Researchers used a questionnaire to collect information about 166 women with breast cancer. The information included medical history, cancer diagnosis, medication use, and family history. They obtained body measurements for all subjects, including height, weight, and skin-fold measurements, and recorded the patients' weight histories at ages 16, 20, 30, and 40 years old. The patients were followed for at least ten years.

After ten years, 83 of the 166 breast cancer patients (50 percent) had died of the disease. They found that android body fat distribution at diagnosis was a statistically significant predictor of survival. Further, adult weight gain--which is predominantly android--as measured at age 30 was a significant predictor of survival. In fact, the study authors state that these two factors "are as important as predictors of survival as they are to risk" of breast cancer.

Other markers of general obesity, such as weight at diagnosis, body fat percentage, and body surface area were not related to breast cancer survival. Nor was height, skin-fold measurements, family history, or reproductive history.

The study authors point out that adult weight gain and android body fat distribution are risk factors that can be controlled in breast cancer patients to reduce their risk of recurrence or death. They suggest that further studies be carried out to examine the effect that reducing abdominal obesity in breast cancer patients has on their prognosis and survival.
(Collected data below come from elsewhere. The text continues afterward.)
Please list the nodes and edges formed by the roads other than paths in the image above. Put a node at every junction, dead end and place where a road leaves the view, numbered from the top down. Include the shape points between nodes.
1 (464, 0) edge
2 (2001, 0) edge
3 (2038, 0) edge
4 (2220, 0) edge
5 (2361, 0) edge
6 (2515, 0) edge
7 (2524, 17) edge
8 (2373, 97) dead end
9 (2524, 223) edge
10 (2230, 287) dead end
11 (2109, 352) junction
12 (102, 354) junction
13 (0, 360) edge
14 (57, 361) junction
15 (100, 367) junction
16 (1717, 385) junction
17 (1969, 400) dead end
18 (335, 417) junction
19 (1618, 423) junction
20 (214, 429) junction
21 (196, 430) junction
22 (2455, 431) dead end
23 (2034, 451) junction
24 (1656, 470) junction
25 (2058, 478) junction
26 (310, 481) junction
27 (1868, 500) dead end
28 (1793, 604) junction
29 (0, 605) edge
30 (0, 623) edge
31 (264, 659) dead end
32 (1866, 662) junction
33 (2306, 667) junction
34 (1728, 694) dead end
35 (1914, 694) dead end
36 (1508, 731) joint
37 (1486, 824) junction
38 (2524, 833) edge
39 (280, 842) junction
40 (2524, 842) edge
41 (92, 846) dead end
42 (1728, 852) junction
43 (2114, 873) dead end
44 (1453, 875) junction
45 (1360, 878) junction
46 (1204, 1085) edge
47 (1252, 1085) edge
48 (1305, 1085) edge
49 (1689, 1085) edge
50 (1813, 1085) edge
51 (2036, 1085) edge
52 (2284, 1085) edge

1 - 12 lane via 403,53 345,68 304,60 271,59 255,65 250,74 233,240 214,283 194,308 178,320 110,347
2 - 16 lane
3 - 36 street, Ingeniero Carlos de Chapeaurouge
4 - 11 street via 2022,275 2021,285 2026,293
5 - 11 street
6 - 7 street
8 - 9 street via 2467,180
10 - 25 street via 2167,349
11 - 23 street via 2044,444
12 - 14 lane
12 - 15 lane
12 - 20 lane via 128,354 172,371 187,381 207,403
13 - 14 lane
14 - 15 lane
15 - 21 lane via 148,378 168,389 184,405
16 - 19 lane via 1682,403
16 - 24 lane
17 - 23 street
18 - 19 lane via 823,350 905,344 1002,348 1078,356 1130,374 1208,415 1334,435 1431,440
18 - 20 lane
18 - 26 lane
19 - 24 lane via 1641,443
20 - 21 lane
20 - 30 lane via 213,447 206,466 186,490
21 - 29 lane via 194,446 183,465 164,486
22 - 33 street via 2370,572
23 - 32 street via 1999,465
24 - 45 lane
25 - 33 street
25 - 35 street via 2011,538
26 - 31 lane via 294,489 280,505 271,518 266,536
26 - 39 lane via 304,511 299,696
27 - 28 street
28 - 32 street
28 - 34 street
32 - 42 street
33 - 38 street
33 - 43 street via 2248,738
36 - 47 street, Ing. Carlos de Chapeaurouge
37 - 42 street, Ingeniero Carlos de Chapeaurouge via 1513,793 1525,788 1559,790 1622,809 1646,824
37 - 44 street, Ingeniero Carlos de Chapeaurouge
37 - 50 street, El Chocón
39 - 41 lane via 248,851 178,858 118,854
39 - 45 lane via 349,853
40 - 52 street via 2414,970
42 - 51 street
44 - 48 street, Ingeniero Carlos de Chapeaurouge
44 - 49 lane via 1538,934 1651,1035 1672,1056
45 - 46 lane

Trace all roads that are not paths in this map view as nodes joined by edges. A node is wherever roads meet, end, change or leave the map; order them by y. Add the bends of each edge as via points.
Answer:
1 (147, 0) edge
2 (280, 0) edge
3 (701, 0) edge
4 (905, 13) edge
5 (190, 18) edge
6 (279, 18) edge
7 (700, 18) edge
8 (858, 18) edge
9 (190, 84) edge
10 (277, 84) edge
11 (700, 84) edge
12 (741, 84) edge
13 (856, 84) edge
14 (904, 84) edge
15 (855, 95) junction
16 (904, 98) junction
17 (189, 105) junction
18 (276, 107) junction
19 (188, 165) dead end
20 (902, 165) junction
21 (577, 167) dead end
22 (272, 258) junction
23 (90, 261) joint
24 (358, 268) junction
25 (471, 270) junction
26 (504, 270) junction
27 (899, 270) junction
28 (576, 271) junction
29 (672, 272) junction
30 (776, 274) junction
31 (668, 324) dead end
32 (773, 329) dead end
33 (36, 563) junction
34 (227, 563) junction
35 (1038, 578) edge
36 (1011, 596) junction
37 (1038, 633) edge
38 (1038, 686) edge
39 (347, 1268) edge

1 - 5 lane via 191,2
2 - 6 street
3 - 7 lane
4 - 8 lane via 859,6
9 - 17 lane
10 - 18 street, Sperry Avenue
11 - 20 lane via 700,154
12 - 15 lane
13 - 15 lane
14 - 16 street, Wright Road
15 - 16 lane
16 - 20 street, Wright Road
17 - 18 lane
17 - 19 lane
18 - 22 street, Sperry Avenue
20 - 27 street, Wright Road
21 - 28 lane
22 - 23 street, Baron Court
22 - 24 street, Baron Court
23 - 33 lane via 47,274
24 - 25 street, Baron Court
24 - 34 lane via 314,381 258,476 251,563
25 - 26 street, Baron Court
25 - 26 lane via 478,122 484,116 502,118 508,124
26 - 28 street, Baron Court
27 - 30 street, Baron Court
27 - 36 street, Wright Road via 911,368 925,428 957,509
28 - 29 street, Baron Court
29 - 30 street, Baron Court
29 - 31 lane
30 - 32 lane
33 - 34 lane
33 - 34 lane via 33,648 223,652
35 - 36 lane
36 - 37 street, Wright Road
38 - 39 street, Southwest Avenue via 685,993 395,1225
Source: Cancer. June 15, 2000. Volume 88, No. 12, pp. 2751-2757

Breast-Conserving Therapy for Larger Tumors

Studies have shown that breast-conserving therapy (BCT)--removal of a cancerous tumor followed by additional treatment--is as effective as mastectomy (removal of the entire breast) for the treatment of small breast tumors. According to a report in the Journal of the National Cancer Institute, BCT may also be as effective as mastectomy for women with larger tumors.

A total of 868 women with breast cancer were randomly assigned to receive either BCT or mastectomy. BCT in this study consisted of lumpectomy (removal of a breast tumor and some surrounding tissue), removal of the lymph nodes in the underarm, radiation therapy, and sometimes chemotherapy. Eighty percent of the women's tumors were 2.1 to 5 centimeters (roughly 1 to 2 inches). Patients in the two groups were similar in age, menopausal status, and extent of disease.

After ten years, 65 percent of the BCT patients were alive and 66 percent of the mastectomy patients were alive. Further, 61 percent of the BCT patients had no evidence of cancer spread, while 66 percent of the mastectomy patients were free of cancer spread.

The rate of recurrence in the same breast (locoregional recurrence) differed between the groups, with 20 percent of the BCT patients having a locoregional recurrence and only 12 percent of the mastectomy patients having such a recurrence. The risk for recurrence in the BCT group was 1.64 times the risk in the mastectomy group. However, the higher risk for recurrence in the BCT patients did not cause a substantial difference in their rates of distant spread or overall survival.

Extent of lymph node involvement and tumor size appeared to be risk factors for locoregional recurrence, but the small number of patients with local recurrence in the study did not allow the researchers to analyze these risk factors. However, the authors suggest that these factors should be taken into account when deciding on treatment for breast cancer patients.